SECURITY POLICY
Technical and Organisational Measures
The descriptions below provide an overview of the technical and organisational security measures implemented by us and our data centres. It should be noted that, in some circumstances, in order to protect the integrity of the security measures and in the context of data security, detailed descriptions may not be available, however additional information regarding technical and organisational measures can be requested from us.
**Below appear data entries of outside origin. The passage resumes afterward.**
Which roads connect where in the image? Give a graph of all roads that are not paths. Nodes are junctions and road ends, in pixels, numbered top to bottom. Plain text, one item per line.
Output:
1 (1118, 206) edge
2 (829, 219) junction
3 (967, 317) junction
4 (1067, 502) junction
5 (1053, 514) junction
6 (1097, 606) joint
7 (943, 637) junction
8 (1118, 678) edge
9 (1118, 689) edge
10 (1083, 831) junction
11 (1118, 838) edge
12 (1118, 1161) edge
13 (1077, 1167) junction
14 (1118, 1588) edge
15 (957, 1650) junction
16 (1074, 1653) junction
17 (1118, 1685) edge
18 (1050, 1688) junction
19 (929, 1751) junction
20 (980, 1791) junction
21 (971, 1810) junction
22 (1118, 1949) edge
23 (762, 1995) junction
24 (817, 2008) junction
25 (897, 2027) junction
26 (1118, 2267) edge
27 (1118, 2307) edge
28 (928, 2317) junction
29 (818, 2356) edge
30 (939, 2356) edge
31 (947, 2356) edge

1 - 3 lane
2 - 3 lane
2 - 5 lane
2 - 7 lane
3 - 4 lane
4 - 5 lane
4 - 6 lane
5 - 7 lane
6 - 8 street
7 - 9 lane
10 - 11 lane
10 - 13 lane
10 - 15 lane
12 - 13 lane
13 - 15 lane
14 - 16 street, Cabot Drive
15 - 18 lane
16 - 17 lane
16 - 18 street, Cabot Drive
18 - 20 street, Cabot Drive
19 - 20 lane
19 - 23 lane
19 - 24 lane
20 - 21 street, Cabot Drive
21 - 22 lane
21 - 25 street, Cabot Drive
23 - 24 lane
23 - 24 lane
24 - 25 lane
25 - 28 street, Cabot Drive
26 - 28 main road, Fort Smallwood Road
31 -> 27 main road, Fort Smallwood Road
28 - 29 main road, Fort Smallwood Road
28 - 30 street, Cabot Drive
It is acknowledged and agreed that this Security Policy and the technical and organisational measures described herein will be updated and amended from time to time, at Our sole discretion. Notwithstanding the foregoing, the technical and organisational measures will not fall short of those measures described in this Security Policy in any material, detrimental way.
1. ENTRANCE CONTROL
Technical or organisational measures regarding access control, especially regarding legitimation of authorised persons:
The aim of the entrance control is to prevent unauthorised people from physically accessing such data processing equipment which processes or uses Personal Data.
Due to their respective security requirements, business premises and facilities are subdivided into different security zones with different access authorisations. They are monitored by security personnel. Access for employees is only possible with an encoded ID with a photo on it. All other persons have access only after having registered before (e.g. at the main entrance).
Access to special security areas for remote maintenance is additionally protected by a separate access area. The constructional and substantive security standards comply with the security requirements for data centres.
2. SYSTEM ACCESS CONTROL
Technical and organisational measures regarding user ID and authentication:
The aim of the system access control is to prevent unauthorised use of data processing systems, are used for the processing of Your Data.
Remote access to the data processing systems is only possible through Our secure VPN tunnel with provisioned identity access management (IAM) where the access key is defined by the set of user roles and access privilege which is generated via automated hash key from restricted IP range on a Virtual Private Cloud (VPC). User who has a provisioned IAM identity can use the provided private key to login via VPN through a secure shell (SSH) channel on a restricted IP address to the virtual private cloud and access the data processors. IAM key is automatically rotated on a predetermined time frame where once rotated, user who had access to the key prior to the rotation won’t be able to access the system anymore. All access attempts, successful and unsuccessful are logged and monitored.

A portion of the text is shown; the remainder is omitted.